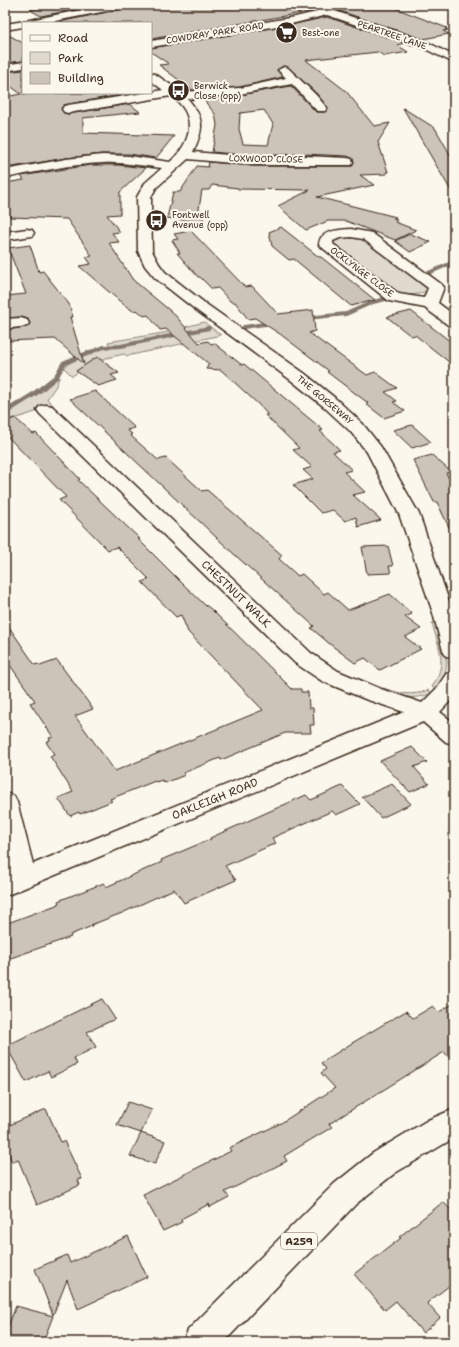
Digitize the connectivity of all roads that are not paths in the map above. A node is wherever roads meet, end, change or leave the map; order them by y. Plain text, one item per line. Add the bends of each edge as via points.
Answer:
1 (122, 5) edge
2 (306, 5) edge
3 (327, 12) junction
4 (34, 22) edge
5 (22, 24) edge
6 (5, 27) edge
7 (216, 33) junction
8 (230, 42) dead end
9 (152, 44) edge
10 (454, 60) edge
11 (22, 65) edge
12 (5, 68) edge
13 (283, 69) dead end
14 (152, 77) edge
15 (295, 80) junction
16 (177, 94) junction
17 (303, 102) dead end
18 (68, 109) dead end
19 (185, 155) junction
20 (347, 163) dead end
21 (172, 166) junction
22 (5, 174) edge
23 (27, 233) dead end
24 (5, 236) edge
25 (430, 304) junction
26 (454, 322) edge
27 (21, 323) dead end
28 (5, 324) edge
29 (46, 410) dead end
30 (454, 651) edge
31 (454, 679) edge
32 (426, 712) junction
33 (454, 736) edge
34 (5, 802) edge
35 (14, 882) edge
36 (454, 1123) edge
37 (200, 1342) edge

1 - 4 main road
2 - 3 main road, PEARTREE LANE
3 - 7 main road, COWDRAY PARK ROAD
3 - 10 main road, PEARTREE LANE via 424,45
5 - 6 main road
7 - 8 main road
7 - 9 main road, COWDRAY PARK ROAD
11 - 12 main road
13 - 15 main road
14 - 16 main road, THE GORSEWAY
15 - 16 main road via 240,91
15 - 17 main road via 318,105
16 - 18 main road
16 - 19 main road, THE GORSEWAY via 190,109 196,123 194,137
19 - 20 main road, LOXWOOD CLOSE via 253,161 304,160
19 - 21 main road, THE GORSEWAY
21 - 22 main road via 123,159 103,159
21 - 30 main road, THE GORSEWAY via 150,186 144,197 146,250 152,266 160,275 329,402 356,427 375,451 409,514
23 - 24 main road
25 - 25 main road, OCKLYNGE CLOSE via 436,287 367,236 351,233 338,234 326,239 326,244 394,298
25 - 26 main road, OCKLYNGE CLOSE
27 - 28 main road
29 - 32 main road, CHESTNUT WALK via 303,658 330,676
31 - 32 main road via 445,693
32 - 33 main road, CHESTNUT WALK
32 - 35 main road, OAKLEIGH ROAD
34 - 35 main road
36 - 37 main road, A259 via 384,1162 345,1194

=====

Instructions for the task: Wherever the string "CHESTNUT" turns up in the material, copy the whole line.

Task response:
29 - 32 main road, CHESTNUT WALK via 303,658 330,676
32 - 33 main road, CHESTNUT WALK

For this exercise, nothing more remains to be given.